What is needed - Pick every line out of the entries below that has the string "edges", and copy it.

[Stored data entries]
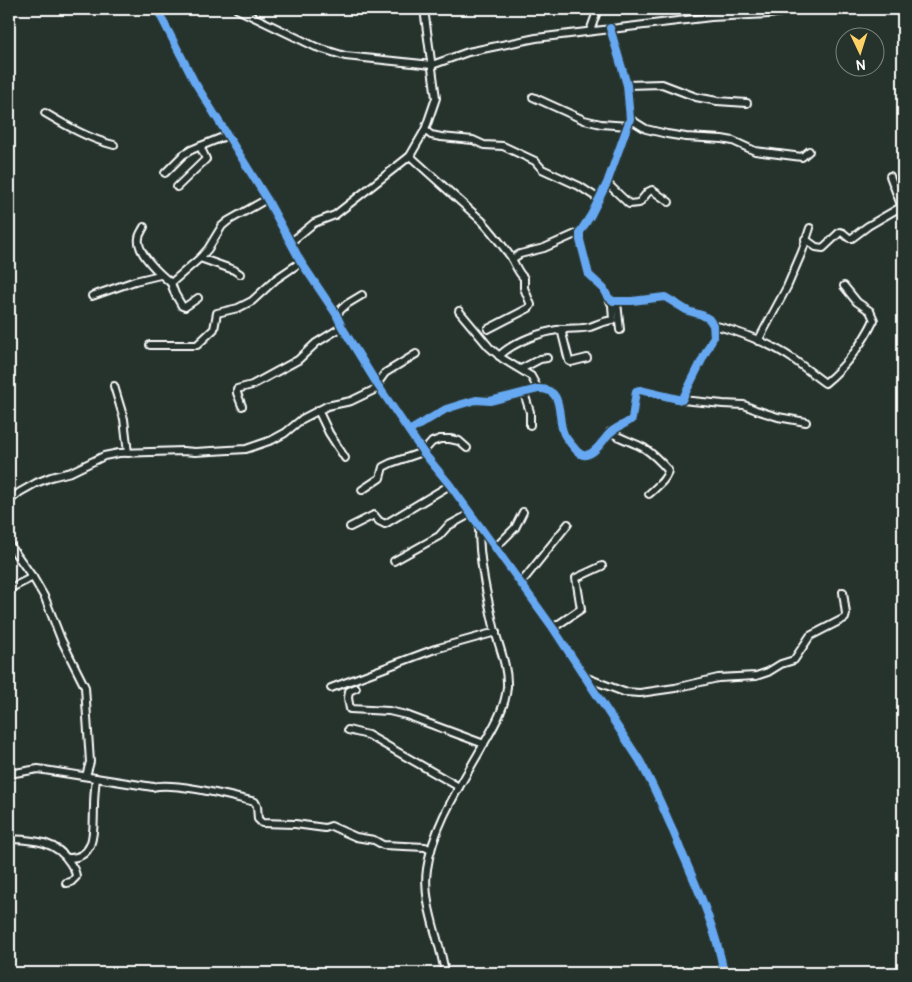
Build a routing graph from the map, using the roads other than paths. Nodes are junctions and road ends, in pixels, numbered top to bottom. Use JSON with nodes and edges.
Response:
{"nodes":[{"id":1,"x":158,"y":9,"type":"edge"},
{"id":2,"x":237,"y":9,"type":"edge"},
{"id":3,"x":424,"y":9,"type":"edge"},
{"id":4,"x":598,"y":9,"type":"edge"},
{"id":5,"x":800,"y":9,"type":"edge"},
{"id":6,"x":610,"y":28,"type":"junction"},
{"id":7,"x":590,"y":31,"type":"junction"},
{"id":8,"x":432,"y":65,"type":"junction"},
{"id":9,"x":627,"y":85,"type":"junction"},
{"id":10,"x":533,"y":97,"type":"dead end"},
{"id":11,"x":747,"y":103,"type":"dead end"},
{"id":12,"x":45,"y":112,"type":"dead end"},
{"id":13,"x":629,"y":123,"type":"junction"},
{"id":14,"x":425,"y":130,"type":"junction"},
{"id":15,"x":228,"y":135,"type":"junction"},
{"id":16,"x":114,"y":146,"type":"dead end"},
{"id":17,"x":200,"y":146,"type":"junction"},
{"id":18,"x":809,"y":151,"type":"dead end"},
{"id":19,"x":410,"y":156,"type":"junction"},
{"id":20,"x":165,"y":173,"type":"dead end"},
{"id":21,"x":890,"y":176,"type":"dead end"},
{"id":22,"x":607,"y":183,"type":"junction"},
{"id":23,"x":177,"y":187,"type":"dead end"},
{"id":24,"x":267,"y":199,"type":"junction"},
{"id":25,"x":599,"y":199,"type":"junction"},
{"id":26,"x":669,"y":202,"type":"dead end"},
{"id":27,"x":144,"y":227,"type":"dead end"},
{"id":28,"x":810,"y":228,"type":"dead end"},
{"id":29,"x":580,"y":232,"type":"junction"},
{"id":30,"x":805,"y":239,"type":"junction"},
{"id":31,"x":291,"y":242,"type":"junction"},
{"id":32,"x":200,"y":258,"type":"junction"},
{"id":33,"x":512,"y":259,"type":"junction"},
{"id":34,"x":301,"y":262,"type":"junction"},
{"id":35,"x":240,"y":274,"type":"dead end"},
{"id":36,"x":160,"y":275,"type":"junction"},
{"id":37,"x":171,"y":283,"type":"junction"},
{"id":38,"x":844,"y":286,"type":"dead end"},
{"id":39,"x":362,"y":295,"type":"dead end"},
{"id":40,"x":92,"y":296,"type":"dead end"},
{"id":41,"x":608,"y":297,"type":"junction"},
{"id":42,"x":198,"y":298,"type":"dead end"},
{"id":43,"x":617,"y":302,"type":"junction"},
{"id":44,"x":459,"y":311,"type":"dead end"},
{"id":45,"x":336,"y":314,"type":"junction"},
{"id":46,"x":714,"y":325,"type":"junction"},
{"id":47,"x":342,"y":327,"type":"junction"},
{"id":48,"x":488,"y":329,"type":"dead end"},
{"id":49,"x":561,"y":330,"type":"junction"},
{"id":50,"x":620,"y":330,"type":"dead end"},
{"id":51,"x":758,"y":341,"type":"junction"},
{"id":52,"x":150,"y":345,"type":"dead end"},
{"id":53,"x":416,"y":354,"type":"dead end"},
{"id":54,"x":499,"y":356,"type":"junction"},
{"id":55,"x":546,"y":358,"type":"dead end"},
{"id":56,"x":588,"y":358,"type":"dead end"},
{"id":57,"x":521,"y":370,"type":"junction"},
{"id":58,"x":114,"y":386,"type":"dead end"},
{"id":59,"x":378,"y":386,"type":"junction"},
{"id":60,"x":538,"y":390,"type":"junction"},
{"id":61,"x":524,"y":393,"type":"junction"},
{"id":62,"x":682,"y":400,"type":"junction"},
{"id":63,"x":242,"y":406,"type":"dead end"},
{"id":64,"x":318,"y":410,"type":"junction"},
{"id":65,"x":806,"y":422,"type":"dead end"},
{"id":66,"x":530,"y":425,"type":"dead end"},
{"id":67,"x":409,"y":432,"type":"junction"},
{"id":68,"x":610,"y":432,"type":"junction"},
{"id":69,"x":467,"y":448,"type":"dead end"},
{"id":70,"x":424,"y":452,"type":"junction"},
{"id":71,"x":128,"y":453,"type":"junction"},
{"id":72,"x":345,"y":458,"type":"dead end"},
{"id":73,"x":450,"y":485,"type":"junction"},
{"id":74,"x":362,"y":490,"type":"dead end"},
{"id":75,"x":649,"y":494,"type":"dead end"},
{"id":76,"x":9,"y":501,"type":"edge"},
{"id":77,"x":523,"y":512,"type":"dead end"},
{"id":78,"x":470,"y":514,"type":"junction"},
{"id":79,"x":568,"y":524,"type":"dead end"},
{"id":80,"x":350,"y":527,"type":"dead end"},
{"id":81,"x":479,"y":527,"type":"junction"},
{"id":82,"x":9,"y":544,"type":"edge"},
{"id":83,"x":496,"y":547,"type":"junction"},
{"id":84,"x":394,"y":561,"type":"dead end"},
{"id":85,"x":602,"y":566,"type":"dead end"},
{"id":86,"x":33,"y":577,"type":"junction"},
{"id":87,"x":521,"y":583,"type":"junction"},
{"id":88,"x":9,"y":589,"type":"edge"},
{"id":89,"x":843,"y":592,"type":"dead end"},
{"id":90,"x":553,"y":628,"type":"junction"},
{"id":91,"x":496,"y":632,"type":"junction"},
{"id":92,"x":587,"y":678,"type":"junction"},
{"id":93,"x":330,"y":688,"type":"dead end"},
{"id":94,"x":356,"y":688,"type":"dead end"},
{"id":95,"x":348,"y":730,"type":"dead end"},
{"id":96,"x":484,"y":744,"type":"junction"},
{"id":97,"x":9,"y":774,"type":"edge"},
{"id":98,"x":86,"y":776,"type":"junction"},
{"id":99,"x":96,"y":778,"type":"junction"},
{"id":100,"x":459,"y":787,"type":"junction"},
{"id":101,"x":9,"y":839,"type":"edge"},
{"id":102,"x":431,"y":850,"type":"junction"},
{"id":103,"x":67,"y":858,"type":"junction"},
{"id":104,"x":66,"y":883,"type":"dead end"},
{"id":105,"x":446,"y":973,"type":"edge"},
{"id":106,"x":724,"y":973,"type":"edge"}],
"edges":[{"from":1,"to":15,"type":"street"},
{"from":2,"to":8,"type":"street"},
{"from":3,"to":8,"type":"street"},
{"from":4,"to":7,"type":"street"},
{"from":5,"to":6,"type":"street"},
{"from":6,"to":7,"type":"street"},
{"from":6,"to":9,"type":"street"},
{"from":7,"to":8,"type":"street"},
{"from":8,"to":14,"type":"street"},
{"from":9,"to":11,"type":"street"},
{"from":9,"to":13,"type":"street"},
{"from":10,"to":13,"type":"street"},
{"from":12,"to":16,"type":"street"},
{"from":13,"to":18,"type":"street"},
{"from":13,"to":22,"type":"street"},
{"from":14,"to":19,"type":"street"},
{"from":14,"to":25,"type":"street"},
{"from":15,"to":17,"type":"street"},
{"from":15,"to":24,"type":"street"},
{"from":17,"to":20,"type":"street"},
{"from":17,"to":23,"type":"street"},
{"from":19,"to":31,"type":"street"},
{"from":19,"to":33,"type":"street"},
{"from":21,"to":30,"type":"street"},
{"from":22,"to":25,"type":"street"},
{"from":22,"to":26,"type":"street"},
{"from":24,"to":31,"type":"street"},
{"from":24,"to":32,"type":"street"},
{"from":25,"to":29,"type":"street"},
{"from":27,"to":36,"type":"street"},
{"from":28,"to":30,"type":"street"},
{"from":29,"to":33,"type":"street"},
{"from":29,"to":41,"type":"street"},
{"from":30,"to":51,"type":"street"},
{"from":31,"to":34,"type":"street"},
{"from":32,"to":35,"type":"street"},
{"from":32,"to":37,"type":"street"},
{"from":33,"to":48,"type":"street"},
{"from":34,"to":45,"type":"street"},
{"from":34,"to":52,"type":"street"},
{"from":36,"to":37,"type":"street"},
{"from":36,"to":40,"type":"street"},
{"from":37,"to":42,"type":"street"},
{"from":38,"to":51,"type":"street"},
{"from":39,"to":45,"type":"street"},
{"from":41,"to":43,"type":"street"},
{"from":41,"to":49,"type":"street"},
{"from":43,"to":46,"type":"street"},
{"from":43,"to":50,"type":"street"},
{"from":44,"to":54,"type":"street"},
{"from":45,"to":47,"type":"street"},
{"from":46,"to":51,"type":"street"},
{"from":46,"to":62,"type":"street"},
{"from":47,"to":59,"type":"street"},
{"from":47,"to":63,"type":"street"},
{"from":49,"to":54,"type":"street"},
{"from":49,"to":56,"type":"street"},
{"from":53,"to":59,"type":"street"},
{"from":54,"to":57,"type":"street"},
{"from":55,"to":57,"type":"street"},
{"from":57,"to":60,"type":"street"},
{"from":58,"to":71,"type":"street"},
{"from":59,"to":64,"type":"street"},
{"from":59,"to":67,"type":"street"},
{"from":60,"to":61,"type":"street"},
{"from":60,"to":68,"type":"street"},
{"from":61,"to":66,"type":"street"},
{"from":61,"to":67,"type":"street"},
{"from":62,"to":65,"type":"street"},
{"from":62,"to":68,"type":"street"},
{"from":64,"to":71,"type":"street"},
{"from":64,"to":72,"type":"street"},
{"from":67,"to":70,"type":"street"},
{"from":68,"to":75,"type":"street"},
{"from":69,"to":70,"type":"street"},
{"from":70,"to":73,"type":"street"},
{"from":70,"to":74,"type":"street"},
{"from":71,"to":76,"type":"street"},
{"from":73,"to":78,"type":"street"},
{"from":73,"to":80,"type":"street"},
{"from":77,"to":83,"type":"street"},
{"from":78,"to":81,"type":"street"},
{"from":78,"to":84,"type":"street"},
{"from":79,"to":87,"type":"street"},
{"from":81,"to":83,"type":"street"},
{"from":81,"to":91,"type":"street"},
{"from":82,"to":86,"type":"street"},
{"from":83,"to":87,"type":"street"},
{"from":85,"to":90,"type":"street"},
{"from":86,"to":88,"type":"street"},
{"from":86,"to":98,"type":"street"},
{"from":87,"to":90,"type":"street"},
{"from":89,"to":92,"type":"street"},
{"from":90,"to":92,"type":"street"},
{"from":91,"to":93,"type":"street"},
{"from":91,"to":96,"type":"street"},
{"from":92,"to":106,"type":"street"},
{"from":94,"to":96,"type":"street"},
{"from":95,"to":100,"type":"street"},
{"from":96,"to":100,"type":"street"},
{"from":97,"to":98,"type":"street"},
{"from":98,"to":99,"type":"street"},
{"from":99,"to":102,"type":"street"},
{"from":99,"to":103,"type":"street"},
{"from":100,"to":102,"type":"street"},
{"from":101,"to":103,"type":"street"},
{"from":102,"to":105,"type":"street"},
{"from":103,"to":104,"type":"street"}]}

Solution to this exercise -
Build a routing graph from the map, using the roads other than paths. Nodes are junctions and road ends, in pixels, numbered top to bottom. Use JSON with nodes and edges.
"edges":[{"from":1,"to":15,"type":"street"},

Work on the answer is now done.